◆ **About this task**
Extract every line from the records below that contains the word "roads".
..............................
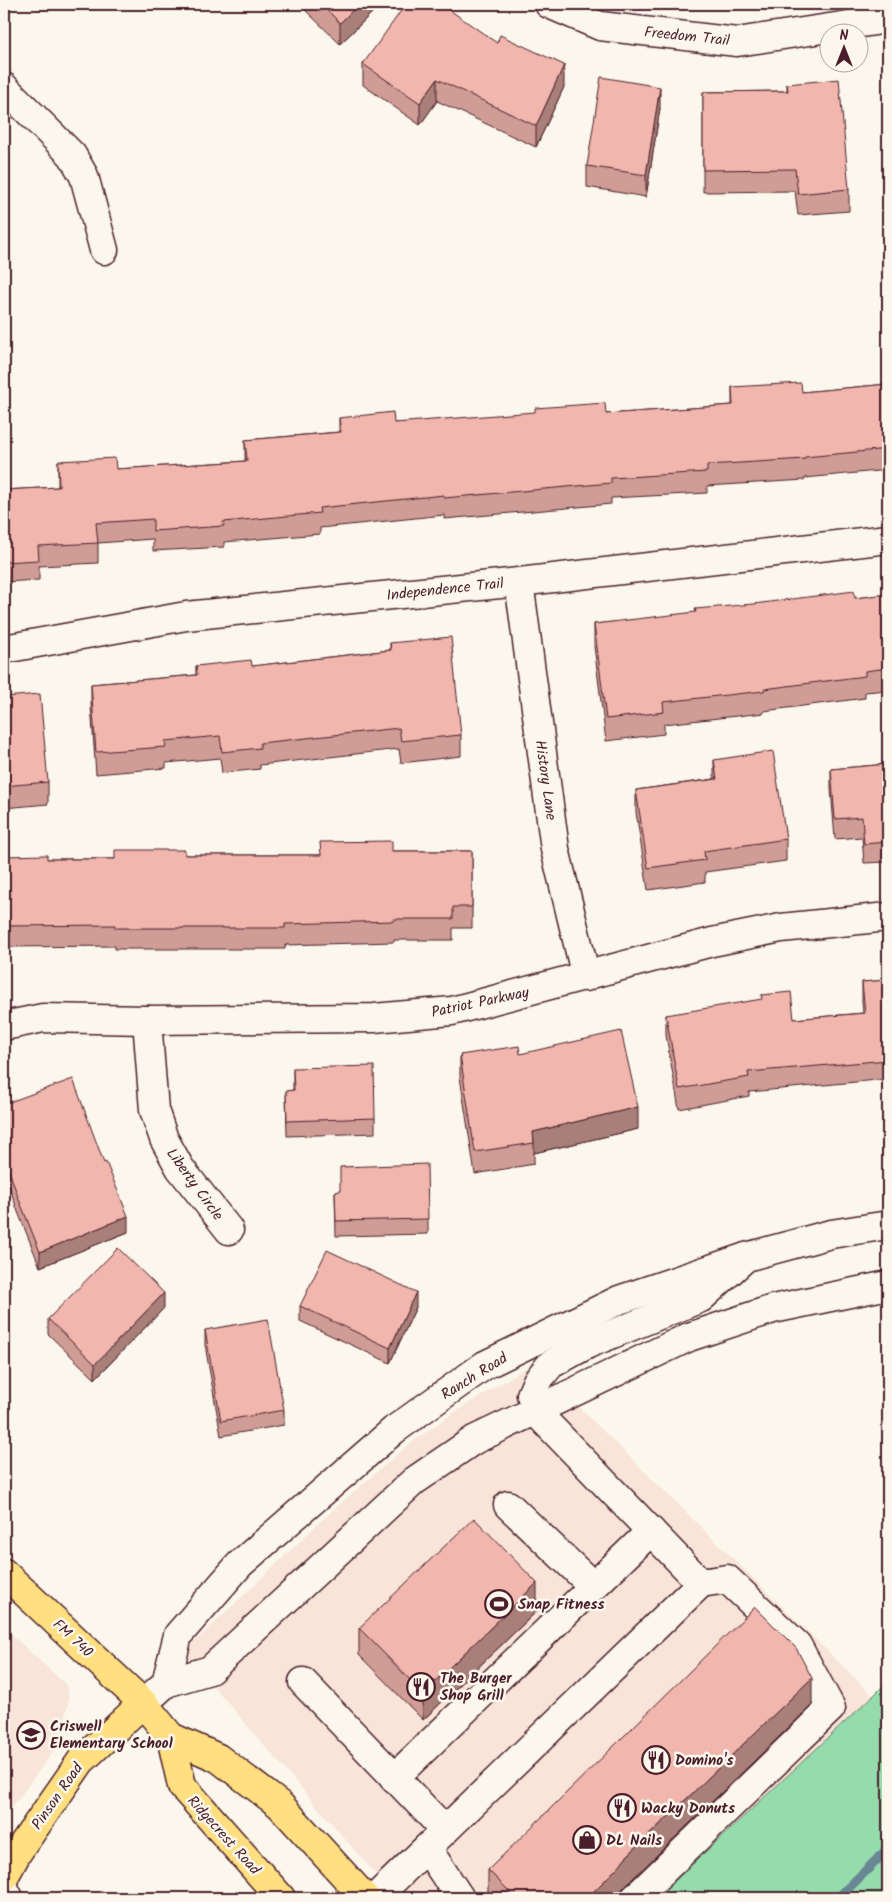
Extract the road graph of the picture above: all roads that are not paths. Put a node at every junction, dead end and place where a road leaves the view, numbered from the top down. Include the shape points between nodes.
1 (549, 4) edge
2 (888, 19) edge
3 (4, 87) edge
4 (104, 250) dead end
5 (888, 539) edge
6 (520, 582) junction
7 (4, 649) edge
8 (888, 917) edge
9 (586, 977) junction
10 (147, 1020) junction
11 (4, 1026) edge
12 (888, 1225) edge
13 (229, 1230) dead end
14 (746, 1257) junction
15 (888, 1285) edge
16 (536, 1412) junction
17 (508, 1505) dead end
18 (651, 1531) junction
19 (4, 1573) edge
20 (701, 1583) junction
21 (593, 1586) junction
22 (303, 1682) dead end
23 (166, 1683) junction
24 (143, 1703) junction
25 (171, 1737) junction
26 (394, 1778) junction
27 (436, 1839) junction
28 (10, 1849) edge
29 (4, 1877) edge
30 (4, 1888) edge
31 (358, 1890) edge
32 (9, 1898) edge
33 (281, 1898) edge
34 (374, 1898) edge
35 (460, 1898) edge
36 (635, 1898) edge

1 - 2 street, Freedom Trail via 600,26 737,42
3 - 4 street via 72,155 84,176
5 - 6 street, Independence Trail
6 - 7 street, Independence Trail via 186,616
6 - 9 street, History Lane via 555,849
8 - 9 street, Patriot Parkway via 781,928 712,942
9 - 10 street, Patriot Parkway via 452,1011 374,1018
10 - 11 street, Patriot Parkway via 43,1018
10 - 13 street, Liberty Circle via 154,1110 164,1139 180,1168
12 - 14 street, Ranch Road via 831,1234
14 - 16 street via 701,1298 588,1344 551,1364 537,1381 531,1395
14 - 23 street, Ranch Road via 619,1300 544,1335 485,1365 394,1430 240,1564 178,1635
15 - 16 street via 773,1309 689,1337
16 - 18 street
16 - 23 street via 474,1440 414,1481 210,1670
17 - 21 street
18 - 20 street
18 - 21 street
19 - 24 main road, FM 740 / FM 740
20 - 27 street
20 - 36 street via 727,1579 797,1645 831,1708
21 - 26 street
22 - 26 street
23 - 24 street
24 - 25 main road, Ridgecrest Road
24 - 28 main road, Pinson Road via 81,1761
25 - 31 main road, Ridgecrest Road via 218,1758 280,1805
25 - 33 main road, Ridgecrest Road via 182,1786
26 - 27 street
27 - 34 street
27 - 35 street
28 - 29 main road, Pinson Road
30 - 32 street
..............................
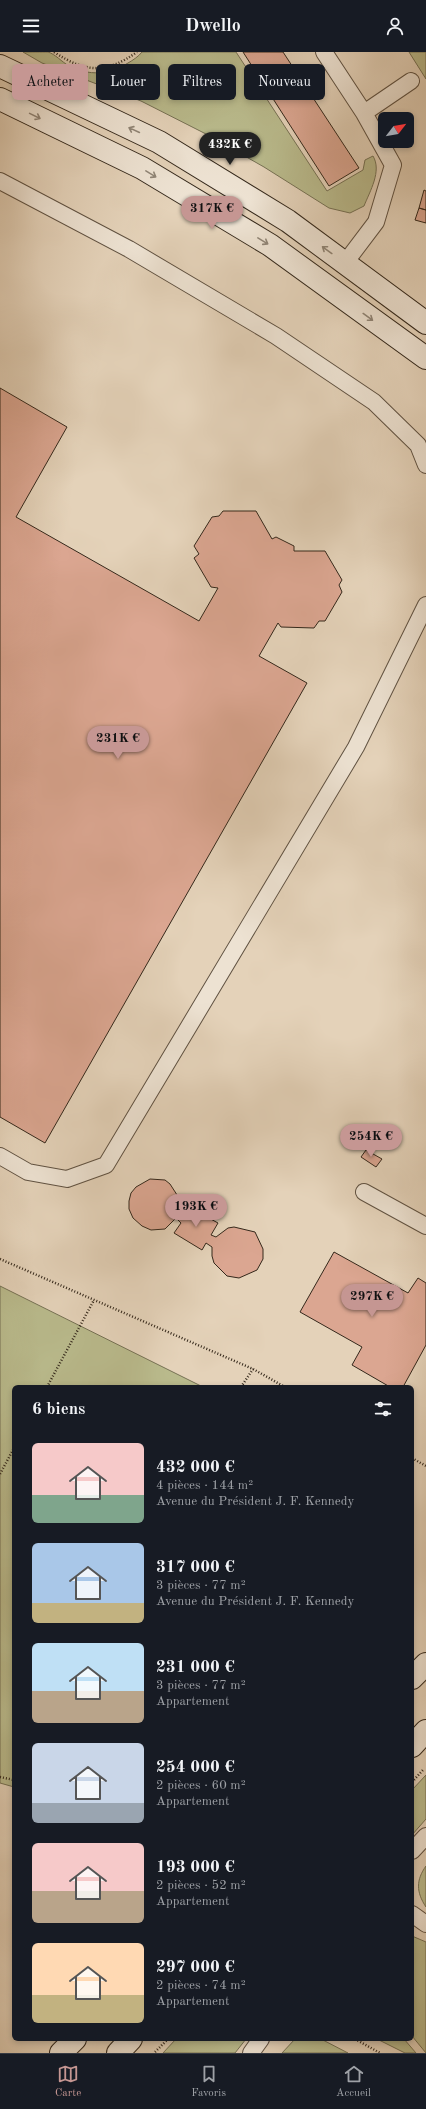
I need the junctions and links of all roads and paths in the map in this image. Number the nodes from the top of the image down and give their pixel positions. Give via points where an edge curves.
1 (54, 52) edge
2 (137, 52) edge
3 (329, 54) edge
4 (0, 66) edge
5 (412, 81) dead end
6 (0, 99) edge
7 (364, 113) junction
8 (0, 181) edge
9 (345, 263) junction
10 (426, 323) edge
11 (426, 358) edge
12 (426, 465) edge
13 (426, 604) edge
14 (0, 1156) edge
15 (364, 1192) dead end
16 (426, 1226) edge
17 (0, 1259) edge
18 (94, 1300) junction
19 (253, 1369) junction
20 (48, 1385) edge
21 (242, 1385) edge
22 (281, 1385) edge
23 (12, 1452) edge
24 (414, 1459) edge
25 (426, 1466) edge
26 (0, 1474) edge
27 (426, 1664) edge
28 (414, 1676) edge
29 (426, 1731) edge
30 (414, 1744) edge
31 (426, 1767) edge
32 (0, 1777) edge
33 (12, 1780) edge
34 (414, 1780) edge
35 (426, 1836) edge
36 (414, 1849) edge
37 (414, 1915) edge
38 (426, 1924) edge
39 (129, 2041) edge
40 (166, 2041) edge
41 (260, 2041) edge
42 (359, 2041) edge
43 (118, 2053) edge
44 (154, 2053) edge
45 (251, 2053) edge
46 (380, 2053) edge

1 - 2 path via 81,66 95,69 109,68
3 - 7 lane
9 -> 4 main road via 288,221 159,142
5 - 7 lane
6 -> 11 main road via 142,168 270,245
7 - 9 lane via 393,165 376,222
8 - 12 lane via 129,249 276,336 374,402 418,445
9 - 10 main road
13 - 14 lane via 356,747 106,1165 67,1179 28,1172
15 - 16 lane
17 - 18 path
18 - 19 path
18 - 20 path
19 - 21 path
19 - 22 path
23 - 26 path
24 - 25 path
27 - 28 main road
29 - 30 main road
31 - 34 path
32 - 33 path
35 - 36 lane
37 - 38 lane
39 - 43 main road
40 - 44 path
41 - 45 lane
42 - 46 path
..............................
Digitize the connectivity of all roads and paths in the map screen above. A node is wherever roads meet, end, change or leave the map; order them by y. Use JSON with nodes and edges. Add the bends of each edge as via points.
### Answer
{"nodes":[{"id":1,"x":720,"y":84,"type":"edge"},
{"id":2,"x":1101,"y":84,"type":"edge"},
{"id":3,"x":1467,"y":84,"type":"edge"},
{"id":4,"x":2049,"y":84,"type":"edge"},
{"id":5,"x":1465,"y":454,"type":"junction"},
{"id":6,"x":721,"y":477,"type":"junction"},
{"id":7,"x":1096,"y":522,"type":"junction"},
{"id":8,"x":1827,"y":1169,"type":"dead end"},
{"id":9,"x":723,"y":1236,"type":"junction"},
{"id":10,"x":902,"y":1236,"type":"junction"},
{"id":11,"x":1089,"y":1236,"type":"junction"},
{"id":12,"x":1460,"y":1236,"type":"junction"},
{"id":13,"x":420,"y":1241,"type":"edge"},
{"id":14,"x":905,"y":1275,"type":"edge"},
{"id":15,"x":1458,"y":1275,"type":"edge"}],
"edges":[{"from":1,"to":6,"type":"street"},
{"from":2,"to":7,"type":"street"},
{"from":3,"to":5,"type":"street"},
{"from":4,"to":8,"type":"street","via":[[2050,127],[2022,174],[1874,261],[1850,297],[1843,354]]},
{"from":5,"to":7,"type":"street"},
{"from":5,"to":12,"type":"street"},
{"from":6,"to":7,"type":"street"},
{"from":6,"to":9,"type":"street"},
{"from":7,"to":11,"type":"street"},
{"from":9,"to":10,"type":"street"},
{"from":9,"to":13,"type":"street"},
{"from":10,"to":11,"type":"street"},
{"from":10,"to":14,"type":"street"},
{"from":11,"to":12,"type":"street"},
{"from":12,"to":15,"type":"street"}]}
..............................
◆ **Response to the exercise**
Extract the road graph of the picture above: all roads that are not paths. Put a node at every junction, dead end and place where a road leaves the view, numbered from the top down. Include the shape points between nodes.
I need the junctions and links of all roads and paths in the map in this image. Number the nodes from the top of the image down and give their pixel positions. Give via points where an edge curves.
Digitize the connectivity of all roads and paths in the map screen above. A node is wherever roads meet, end, change or leave the map; order them by y. Use JSON with nodes and edges. Add the bends of each edge as via points.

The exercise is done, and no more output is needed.